Terraform Drift Detection and Remediation: A Safer Operating Model for Real Infrastructure

Terraform Drift Detection and Remediation: A Safer Operating Model for Real Infrastructure

Terraform drift is rarely just a tooling nuisance. This guide shows how to detect real drift, decide whether to revert or reconcile it, and build a safer remediation workflow around plan, -refresh-only, import, and selective lifecycle rules.

TL;DR

  • Terraform usually exposes drift during normal planning because it refreshes managed objects before proposing changes.
  • terraform plan -refresh-only is for reviewing state-only reconciliation, not for blindly fixing accidental drift.
  • If the remote change is now the intended standard, update configuration first and then run a normal plan.
  • Use import when Terraform should adopt an existing object, and use ignore_changes only for narrow, deliberate shared ownership.
  • Build a classification workflow around drift events so emergency fixes do not silently turn into permanent configuration debt.

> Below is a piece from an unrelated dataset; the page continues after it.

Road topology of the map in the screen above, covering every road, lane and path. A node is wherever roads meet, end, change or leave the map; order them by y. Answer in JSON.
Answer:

Drift Usually Starts as a "Small" Emergency Fix and Ends as a 3 A.M. Surprise

Most Terraform drift is not created by bad intentions. It usually starts with a fast console edit during an incident, a temporary security-group rule, a manually replaced instance, or a tag update made by another system. The problem is not the emergency change itself. The problem is what happens next, when nobody decides whether Terraform should revert it, absorb it, or share ownership of that setting with another process.

That is why drift remediation is not just a detection problem. Terraform already refreshes managed objects during planning, so you usually learn about drift the next time you run terraform plan. The hard part is choosing the right response without creating worse damage in state or production.

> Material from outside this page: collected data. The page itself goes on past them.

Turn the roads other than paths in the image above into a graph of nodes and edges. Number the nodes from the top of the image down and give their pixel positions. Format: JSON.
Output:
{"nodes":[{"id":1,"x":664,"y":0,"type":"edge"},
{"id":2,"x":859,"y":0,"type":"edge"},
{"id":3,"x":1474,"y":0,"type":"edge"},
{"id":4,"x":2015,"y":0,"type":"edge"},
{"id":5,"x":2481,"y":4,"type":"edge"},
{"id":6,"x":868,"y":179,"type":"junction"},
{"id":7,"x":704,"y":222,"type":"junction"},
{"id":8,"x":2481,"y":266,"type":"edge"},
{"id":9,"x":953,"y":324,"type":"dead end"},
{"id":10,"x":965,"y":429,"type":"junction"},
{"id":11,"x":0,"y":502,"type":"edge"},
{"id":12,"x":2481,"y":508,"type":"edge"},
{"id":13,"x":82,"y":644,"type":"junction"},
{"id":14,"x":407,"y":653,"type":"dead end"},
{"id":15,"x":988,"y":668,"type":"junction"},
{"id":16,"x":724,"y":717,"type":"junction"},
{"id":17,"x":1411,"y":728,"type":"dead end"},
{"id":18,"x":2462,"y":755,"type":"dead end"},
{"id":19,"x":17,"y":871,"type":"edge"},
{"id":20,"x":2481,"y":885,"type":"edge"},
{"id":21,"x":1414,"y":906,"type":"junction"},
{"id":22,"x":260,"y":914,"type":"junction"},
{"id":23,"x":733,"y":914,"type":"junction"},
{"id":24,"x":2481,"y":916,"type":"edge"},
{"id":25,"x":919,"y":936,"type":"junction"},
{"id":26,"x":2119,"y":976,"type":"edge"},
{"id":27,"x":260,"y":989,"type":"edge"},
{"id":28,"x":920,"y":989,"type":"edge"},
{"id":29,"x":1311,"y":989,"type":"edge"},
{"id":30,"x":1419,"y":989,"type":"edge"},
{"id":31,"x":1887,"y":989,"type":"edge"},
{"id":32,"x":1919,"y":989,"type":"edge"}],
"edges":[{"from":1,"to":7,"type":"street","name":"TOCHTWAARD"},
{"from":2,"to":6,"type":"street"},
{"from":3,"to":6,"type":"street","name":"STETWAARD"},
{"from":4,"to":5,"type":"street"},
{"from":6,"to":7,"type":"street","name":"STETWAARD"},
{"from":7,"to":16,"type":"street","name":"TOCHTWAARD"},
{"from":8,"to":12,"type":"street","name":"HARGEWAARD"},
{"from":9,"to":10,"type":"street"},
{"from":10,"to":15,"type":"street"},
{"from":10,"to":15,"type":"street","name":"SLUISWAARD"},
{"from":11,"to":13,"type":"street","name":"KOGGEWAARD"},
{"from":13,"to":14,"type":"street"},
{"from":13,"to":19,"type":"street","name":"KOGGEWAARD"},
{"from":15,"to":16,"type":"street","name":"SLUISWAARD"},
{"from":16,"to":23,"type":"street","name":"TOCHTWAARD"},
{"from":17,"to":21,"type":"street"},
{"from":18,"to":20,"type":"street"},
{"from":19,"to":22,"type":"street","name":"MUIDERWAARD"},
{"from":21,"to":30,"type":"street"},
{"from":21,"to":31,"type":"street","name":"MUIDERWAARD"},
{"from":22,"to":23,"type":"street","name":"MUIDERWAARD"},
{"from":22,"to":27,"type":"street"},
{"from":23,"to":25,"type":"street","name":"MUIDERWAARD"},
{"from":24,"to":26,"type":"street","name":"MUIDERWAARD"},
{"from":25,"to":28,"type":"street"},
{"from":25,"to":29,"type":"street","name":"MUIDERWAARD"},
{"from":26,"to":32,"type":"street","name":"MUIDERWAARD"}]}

  • Detect drift before a normal change window turns it into an accidental rollback.
  • Separate accidental drift from intentional emergency changes.
  • Update configuration before state when the desired end state has changed.
  • Use state-only reconciliation sparingly and deliberately.
HCP Terraform drift view highlighting attributes changed outside Terraform
Screenshot: HCP Terraform drift view showing attributes changed outside Terraform. Source: HashiCorp.

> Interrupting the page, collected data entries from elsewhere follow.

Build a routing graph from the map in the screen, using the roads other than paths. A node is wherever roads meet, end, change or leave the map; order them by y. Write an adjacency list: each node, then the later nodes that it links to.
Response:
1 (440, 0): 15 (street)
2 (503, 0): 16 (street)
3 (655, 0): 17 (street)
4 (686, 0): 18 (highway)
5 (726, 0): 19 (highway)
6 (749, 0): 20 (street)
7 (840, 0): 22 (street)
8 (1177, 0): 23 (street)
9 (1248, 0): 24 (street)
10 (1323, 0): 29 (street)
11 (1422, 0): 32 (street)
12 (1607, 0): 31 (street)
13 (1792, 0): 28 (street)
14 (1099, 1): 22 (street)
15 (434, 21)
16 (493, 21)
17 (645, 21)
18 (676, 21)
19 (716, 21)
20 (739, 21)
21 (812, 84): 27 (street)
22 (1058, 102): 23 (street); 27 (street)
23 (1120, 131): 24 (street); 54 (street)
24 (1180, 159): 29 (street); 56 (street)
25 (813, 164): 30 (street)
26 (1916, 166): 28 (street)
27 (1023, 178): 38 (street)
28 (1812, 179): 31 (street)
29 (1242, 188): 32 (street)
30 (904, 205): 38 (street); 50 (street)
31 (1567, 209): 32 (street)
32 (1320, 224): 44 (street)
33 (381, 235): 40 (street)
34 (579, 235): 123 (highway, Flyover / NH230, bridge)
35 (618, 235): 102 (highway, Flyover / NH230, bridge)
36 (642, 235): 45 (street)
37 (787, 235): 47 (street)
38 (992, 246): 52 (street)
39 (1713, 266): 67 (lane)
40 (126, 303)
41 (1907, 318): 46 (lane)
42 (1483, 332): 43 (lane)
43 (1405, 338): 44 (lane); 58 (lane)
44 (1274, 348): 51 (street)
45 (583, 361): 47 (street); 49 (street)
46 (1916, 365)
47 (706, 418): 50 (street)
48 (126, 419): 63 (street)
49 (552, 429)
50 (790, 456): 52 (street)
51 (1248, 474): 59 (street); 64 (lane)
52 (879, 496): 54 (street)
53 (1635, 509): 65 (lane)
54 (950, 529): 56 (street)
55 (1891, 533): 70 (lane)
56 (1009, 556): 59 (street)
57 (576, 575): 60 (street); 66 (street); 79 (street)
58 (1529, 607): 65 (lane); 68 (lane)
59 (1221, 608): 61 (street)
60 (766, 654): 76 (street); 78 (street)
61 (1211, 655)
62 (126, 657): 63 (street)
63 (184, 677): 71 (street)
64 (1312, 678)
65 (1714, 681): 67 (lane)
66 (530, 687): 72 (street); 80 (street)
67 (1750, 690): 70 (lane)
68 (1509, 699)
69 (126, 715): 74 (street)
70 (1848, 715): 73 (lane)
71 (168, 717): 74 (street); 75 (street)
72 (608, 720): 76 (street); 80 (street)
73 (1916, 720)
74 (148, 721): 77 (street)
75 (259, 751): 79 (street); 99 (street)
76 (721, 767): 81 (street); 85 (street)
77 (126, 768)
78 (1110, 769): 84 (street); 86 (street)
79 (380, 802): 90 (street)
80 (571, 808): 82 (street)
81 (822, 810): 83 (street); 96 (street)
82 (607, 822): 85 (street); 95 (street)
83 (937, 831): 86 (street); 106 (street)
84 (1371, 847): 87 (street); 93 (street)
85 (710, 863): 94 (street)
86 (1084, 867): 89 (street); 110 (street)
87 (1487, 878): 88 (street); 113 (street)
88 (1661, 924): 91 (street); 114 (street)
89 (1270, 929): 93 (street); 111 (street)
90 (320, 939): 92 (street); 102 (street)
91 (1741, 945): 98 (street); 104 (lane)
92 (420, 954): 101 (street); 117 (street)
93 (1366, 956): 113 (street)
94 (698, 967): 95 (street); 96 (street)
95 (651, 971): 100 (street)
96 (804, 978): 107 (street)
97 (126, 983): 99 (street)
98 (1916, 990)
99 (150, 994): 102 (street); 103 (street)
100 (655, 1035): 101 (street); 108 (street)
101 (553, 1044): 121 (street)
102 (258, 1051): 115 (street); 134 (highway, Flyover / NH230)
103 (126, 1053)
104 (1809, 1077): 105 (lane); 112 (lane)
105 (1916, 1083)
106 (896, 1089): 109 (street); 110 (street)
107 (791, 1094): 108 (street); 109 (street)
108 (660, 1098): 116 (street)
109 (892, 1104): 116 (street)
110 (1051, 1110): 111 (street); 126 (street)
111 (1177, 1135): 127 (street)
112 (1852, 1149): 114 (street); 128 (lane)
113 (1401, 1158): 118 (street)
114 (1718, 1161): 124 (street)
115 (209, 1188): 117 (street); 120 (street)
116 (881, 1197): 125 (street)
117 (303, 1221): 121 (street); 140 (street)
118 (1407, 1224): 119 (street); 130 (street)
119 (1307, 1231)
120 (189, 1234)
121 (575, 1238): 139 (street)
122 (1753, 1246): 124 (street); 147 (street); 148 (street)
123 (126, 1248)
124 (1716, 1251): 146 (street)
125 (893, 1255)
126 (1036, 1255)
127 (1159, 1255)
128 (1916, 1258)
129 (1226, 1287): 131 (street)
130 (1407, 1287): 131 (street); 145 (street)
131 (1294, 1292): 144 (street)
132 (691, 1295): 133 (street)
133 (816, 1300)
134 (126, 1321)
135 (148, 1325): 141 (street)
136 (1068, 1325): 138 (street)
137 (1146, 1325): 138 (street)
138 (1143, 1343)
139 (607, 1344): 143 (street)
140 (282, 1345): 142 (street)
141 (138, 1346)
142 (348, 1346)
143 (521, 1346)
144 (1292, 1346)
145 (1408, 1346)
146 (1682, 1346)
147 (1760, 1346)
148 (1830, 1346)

What Terraform Can Actually Detect, and What It Will Not Decide for You

Terraform tracks resources through state. When a managed object changes outside the Terraform workflow, the next refresh during plan or apply can expose the difference between configuration, state, and the real remote object.

Two details from the HashiCorp docs matter here. A normal terraform plan refreshes current remote objects before proposing how to change infrastructure. A terraform plan -refresh-only switches the goal so Terraform proposes updates to state and outputs that match current remote reality.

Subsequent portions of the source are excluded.